The Arctic Data Center will also support an annual "Arctic Synthesis Science" Working Group in order to advance innovative, integrative Arctic science research, as well as test and inform the utility of the Arctic Data Center repository for assisting with such research. Working Groups are built on the model of NCEAS synthesis working groups and will conduct interdisciplinary work, using existing data, carried out by scientists from multiple institutions.

Finally, the Center will support annual data science training events both at the Center in Santa Barbara and associated with meetings of the Arctic research community. These training events will center around techniques and approaches towards open science and data-driven synthesis, including topical foci on research computing, communication, collaboration, and other aspects of data science that support scientific synthesis. While our primary goal is to improve the research community's ability to use Arctic Data Center systems, we also anticipate significant improvements based on feedback and usability testing conducted during these training events.

New and Upcoming Features

While the initial release of data systems for the Arctic Data Center are fully functional, we plan numerous new features to improve the usefulness, capabilities, and efficiency of the system for researchers. Current work focuses on evaluating, streamlining, and improving the submission system to accommodate complete metadata and a streamlined editing process. Over the course of the project we will be adding new features for automated metadata and data quality checks, for advanced editing of provenance information, and for new analytical tools like IDL and Matlab that can access and submit data to the system. These improvements will be driven by an extensive dialog with the Arctic research community, and we welcome suggestions for new features, services, and programs serving Arctic research.

Further information is available on the Arctic Data website.

References

Knut Dr. Aagaard, Rebecca Woodgate, and Thomas J. Weingartner. 2016. Alpha Helix 2001 Bering Strait Cruise Underway Data. NSF Arctic Data Center. doi:10.5065/D6N014NC.

Christopher D. Arp. 2013. Eastern Lake water hourly time series Temperature, depth, dissolved oxygen, conductivity, water level (CALON). NSF Arctic Data Center. doi:10.18739/A2K31V.
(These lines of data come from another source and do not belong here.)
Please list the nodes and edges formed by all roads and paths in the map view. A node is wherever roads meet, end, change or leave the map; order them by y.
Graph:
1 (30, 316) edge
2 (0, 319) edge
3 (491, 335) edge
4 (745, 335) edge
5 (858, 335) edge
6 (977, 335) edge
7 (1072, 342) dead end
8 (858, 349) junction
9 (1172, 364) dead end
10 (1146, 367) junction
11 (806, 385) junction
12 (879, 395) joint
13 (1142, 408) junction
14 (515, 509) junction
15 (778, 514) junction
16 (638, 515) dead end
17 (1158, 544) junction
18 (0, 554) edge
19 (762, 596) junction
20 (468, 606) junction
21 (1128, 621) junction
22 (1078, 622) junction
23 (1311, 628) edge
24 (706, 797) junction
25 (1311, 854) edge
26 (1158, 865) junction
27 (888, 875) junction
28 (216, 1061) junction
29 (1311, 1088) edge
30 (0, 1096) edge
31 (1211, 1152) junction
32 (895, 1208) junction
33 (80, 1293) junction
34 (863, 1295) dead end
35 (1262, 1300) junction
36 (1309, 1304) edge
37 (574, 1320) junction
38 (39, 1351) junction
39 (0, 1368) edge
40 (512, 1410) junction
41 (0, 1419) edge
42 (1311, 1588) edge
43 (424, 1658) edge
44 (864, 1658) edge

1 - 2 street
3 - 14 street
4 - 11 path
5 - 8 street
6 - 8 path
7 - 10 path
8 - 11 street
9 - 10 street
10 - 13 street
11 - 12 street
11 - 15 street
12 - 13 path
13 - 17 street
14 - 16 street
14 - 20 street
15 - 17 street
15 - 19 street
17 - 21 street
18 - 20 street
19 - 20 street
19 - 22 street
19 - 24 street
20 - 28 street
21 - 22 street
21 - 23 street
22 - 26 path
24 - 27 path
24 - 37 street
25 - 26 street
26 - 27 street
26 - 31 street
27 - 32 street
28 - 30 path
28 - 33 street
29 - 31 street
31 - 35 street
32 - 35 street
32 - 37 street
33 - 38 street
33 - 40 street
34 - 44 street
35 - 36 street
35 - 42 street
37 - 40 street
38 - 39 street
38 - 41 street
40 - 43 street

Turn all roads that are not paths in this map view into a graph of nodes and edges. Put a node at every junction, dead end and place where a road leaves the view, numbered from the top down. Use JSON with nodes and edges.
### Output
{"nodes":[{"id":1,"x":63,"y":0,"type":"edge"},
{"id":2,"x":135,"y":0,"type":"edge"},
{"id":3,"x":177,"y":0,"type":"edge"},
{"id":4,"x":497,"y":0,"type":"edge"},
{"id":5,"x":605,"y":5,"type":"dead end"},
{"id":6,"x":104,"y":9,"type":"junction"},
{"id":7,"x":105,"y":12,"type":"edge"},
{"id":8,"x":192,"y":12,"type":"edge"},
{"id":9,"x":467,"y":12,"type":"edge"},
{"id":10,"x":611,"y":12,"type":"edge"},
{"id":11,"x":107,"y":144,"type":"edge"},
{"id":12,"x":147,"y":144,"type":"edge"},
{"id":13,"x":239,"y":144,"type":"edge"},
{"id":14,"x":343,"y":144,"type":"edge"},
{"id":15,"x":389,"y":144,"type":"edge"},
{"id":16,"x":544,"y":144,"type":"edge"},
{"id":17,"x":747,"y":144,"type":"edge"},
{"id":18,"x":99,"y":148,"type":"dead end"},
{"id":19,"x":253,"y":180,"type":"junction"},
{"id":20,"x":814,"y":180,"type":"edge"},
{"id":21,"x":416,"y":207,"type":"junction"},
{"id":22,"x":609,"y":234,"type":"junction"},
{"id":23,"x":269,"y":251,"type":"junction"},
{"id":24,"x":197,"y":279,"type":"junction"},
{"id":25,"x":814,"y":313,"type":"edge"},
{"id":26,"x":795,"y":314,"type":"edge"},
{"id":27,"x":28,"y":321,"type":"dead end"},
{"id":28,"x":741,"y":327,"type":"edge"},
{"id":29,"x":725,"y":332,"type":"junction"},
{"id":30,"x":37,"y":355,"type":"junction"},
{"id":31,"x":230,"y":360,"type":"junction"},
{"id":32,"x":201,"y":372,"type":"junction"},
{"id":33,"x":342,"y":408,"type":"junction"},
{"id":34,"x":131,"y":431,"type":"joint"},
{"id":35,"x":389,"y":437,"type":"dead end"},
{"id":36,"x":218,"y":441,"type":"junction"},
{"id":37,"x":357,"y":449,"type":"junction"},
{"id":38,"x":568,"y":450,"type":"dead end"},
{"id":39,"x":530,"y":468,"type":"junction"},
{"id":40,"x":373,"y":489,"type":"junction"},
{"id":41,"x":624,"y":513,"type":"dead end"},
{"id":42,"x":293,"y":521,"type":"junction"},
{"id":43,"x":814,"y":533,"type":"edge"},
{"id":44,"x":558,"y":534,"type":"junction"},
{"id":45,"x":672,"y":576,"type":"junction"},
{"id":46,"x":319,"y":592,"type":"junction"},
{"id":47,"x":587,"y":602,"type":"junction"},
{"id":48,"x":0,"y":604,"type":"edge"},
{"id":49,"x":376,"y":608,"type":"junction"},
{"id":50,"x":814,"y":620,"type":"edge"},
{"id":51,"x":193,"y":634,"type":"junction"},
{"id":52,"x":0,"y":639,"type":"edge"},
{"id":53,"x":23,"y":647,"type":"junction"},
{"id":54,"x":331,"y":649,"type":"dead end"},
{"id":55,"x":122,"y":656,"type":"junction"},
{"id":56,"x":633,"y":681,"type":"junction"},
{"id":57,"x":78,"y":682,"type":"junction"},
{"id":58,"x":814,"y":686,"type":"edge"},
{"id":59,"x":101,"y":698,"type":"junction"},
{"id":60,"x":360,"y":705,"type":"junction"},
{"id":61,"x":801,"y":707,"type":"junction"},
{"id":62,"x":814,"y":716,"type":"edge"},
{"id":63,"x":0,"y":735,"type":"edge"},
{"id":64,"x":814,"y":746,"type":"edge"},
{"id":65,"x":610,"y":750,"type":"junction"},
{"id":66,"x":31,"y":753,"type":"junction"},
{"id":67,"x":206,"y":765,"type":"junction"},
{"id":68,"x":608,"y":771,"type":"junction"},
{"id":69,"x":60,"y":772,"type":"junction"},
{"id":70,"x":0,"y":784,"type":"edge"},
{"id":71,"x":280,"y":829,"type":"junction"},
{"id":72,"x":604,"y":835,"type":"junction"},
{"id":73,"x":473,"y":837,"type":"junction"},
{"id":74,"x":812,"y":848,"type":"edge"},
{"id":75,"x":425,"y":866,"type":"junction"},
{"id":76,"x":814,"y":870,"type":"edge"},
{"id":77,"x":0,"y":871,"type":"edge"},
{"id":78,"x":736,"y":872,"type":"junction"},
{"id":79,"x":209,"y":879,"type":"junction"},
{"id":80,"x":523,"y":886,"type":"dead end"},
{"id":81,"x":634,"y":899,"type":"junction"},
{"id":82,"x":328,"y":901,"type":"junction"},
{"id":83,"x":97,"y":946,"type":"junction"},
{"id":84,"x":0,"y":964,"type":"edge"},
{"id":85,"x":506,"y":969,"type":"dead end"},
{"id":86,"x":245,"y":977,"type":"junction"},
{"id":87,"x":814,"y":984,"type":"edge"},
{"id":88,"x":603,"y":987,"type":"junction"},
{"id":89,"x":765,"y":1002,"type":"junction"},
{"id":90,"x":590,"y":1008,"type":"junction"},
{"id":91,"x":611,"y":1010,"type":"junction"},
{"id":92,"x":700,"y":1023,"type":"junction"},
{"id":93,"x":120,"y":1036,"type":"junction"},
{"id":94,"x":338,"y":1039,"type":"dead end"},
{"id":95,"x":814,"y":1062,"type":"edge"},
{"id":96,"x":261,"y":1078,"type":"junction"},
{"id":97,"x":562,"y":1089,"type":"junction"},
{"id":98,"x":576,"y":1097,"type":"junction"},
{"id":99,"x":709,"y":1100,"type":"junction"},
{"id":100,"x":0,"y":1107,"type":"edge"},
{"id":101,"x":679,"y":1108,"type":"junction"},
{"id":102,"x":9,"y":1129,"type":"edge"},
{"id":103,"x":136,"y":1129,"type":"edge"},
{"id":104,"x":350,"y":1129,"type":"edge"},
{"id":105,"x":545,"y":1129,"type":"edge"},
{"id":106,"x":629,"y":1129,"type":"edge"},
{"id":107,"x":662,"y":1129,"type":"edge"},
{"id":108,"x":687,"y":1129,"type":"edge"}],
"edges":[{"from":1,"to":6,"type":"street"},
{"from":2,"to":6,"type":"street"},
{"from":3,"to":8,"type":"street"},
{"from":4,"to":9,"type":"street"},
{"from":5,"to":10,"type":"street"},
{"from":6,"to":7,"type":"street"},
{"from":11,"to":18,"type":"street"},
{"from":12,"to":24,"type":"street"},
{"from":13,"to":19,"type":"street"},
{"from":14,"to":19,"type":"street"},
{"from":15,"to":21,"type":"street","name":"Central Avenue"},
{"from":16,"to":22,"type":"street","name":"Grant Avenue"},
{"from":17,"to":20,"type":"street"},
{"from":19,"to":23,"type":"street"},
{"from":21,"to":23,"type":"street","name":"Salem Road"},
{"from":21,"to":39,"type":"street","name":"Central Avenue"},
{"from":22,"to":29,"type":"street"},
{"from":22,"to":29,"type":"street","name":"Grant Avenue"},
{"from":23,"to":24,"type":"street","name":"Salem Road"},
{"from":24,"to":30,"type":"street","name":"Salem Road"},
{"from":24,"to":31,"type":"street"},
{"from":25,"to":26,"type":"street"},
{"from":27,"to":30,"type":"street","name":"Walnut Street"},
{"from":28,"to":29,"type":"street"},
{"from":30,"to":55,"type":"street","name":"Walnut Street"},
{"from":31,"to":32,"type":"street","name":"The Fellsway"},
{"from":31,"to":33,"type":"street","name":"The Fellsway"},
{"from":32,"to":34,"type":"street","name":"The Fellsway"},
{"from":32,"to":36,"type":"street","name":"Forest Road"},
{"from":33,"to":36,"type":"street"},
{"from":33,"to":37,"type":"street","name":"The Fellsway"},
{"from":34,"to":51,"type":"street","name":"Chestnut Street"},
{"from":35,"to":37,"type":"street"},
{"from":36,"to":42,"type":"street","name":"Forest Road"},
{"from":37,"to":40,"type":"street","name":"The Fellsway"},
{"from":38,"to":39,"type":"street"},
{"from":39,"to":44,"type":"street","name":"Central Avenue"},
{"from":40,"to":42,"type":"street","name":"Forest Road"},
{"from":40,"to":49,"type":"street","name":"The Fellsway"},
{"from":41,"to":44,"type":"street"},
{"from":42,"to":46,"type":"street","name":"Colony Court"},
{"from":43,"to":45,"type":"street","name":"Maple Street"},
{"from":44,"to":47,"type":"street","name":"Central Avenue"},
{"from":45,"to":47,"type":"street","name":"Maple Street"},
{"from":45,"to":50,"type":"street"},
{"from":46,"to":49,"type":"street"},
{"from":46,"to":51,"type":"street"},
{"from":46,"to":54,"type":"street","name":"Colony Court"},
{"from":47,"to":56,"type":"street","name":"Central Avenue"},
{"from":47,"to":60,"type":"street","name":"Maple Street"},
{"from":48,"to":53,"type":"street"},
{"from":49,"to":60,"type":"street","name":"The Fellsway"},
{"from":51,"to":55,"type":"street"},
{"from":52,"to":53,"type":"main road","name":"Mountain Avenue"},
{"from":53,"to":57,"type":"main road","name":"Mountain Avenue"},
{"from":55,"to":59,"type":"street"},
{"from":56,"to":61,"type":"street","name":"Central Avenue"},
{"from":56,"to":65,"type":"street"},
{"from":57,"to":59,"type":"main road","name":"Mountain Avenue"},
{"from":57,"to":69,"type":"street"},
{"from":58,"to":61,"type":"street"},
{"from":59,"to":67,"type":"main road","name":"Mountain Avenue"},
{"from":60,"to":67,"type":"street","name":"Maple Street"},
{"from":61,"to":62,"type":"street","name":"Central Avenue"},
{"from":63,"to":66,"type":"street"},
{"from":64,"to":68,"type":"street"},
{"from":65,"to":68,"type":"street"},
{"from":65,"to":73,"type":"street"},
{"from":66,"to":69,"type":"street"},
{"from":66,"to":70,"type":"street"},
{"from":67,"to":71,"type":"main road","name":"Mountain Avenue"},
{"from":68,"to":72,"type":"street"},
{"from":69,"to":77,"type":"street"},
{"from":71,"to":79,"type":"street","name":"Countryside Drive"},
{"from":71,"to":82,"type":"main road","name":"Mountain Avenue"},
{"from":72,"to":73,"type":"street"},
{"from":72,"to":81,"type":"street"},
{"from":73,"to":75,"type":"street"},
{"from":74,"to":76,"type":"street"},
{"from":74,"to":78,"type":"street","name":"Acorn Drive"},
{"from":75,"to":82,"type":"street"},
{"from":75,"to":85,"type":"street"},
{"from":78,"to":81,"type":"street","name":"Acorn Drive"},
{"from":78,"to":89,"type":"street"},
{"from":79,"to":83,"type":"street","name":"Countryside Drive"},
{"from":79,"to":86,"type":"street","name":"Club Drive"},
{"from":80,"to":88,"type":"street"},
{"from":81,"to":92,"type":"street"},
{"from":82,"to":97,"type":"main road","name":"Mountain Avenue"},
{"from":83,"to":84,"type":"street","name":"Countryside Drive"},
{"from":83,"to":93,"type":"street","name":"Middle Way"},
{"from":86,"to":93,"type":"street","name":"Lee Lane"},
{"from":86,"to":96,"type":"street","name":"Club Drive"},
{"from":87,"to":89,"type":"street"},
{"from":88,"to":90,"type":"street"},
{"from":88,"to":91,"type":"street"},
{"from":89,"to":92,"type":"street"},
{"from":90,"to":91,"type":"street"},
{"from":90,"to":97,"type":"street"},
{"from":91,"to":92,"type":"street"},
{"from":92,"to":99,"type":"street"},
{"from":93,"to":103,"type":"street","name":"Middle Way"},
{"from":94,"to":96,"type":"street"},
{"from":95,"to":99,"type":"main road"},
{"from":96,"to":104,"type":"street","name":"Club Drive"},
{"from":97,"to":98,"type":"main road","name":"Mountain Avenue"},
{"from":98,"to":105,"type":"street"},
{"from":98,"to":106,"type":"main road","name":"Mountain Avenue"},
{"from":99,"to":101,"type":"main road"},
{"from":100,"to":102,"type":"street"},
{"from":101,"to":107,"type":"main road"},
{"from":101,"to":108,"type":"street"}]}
David Eissenstat. 2016. Greenland root phenology: warming and herbivory. NSF Arctic Data Center. doi:10.18739/A23H1N.

Amanda H. Lynch. 2016. Council Climate NCAR ISS 915 Mhz Profiler Winds (ASCII). NSF Arctic Data Center. doi:10.5065/D6474829, version: urn:uuid:76005b63-e42f-41ac-a76e-58e274781c61.

Joseph R. McConnell. 2015. Glaciochemical measurements in McCall Glacier (AK) upper cirque ice core. NSF Arctic Data Center. doi:10.18739/A2PS56.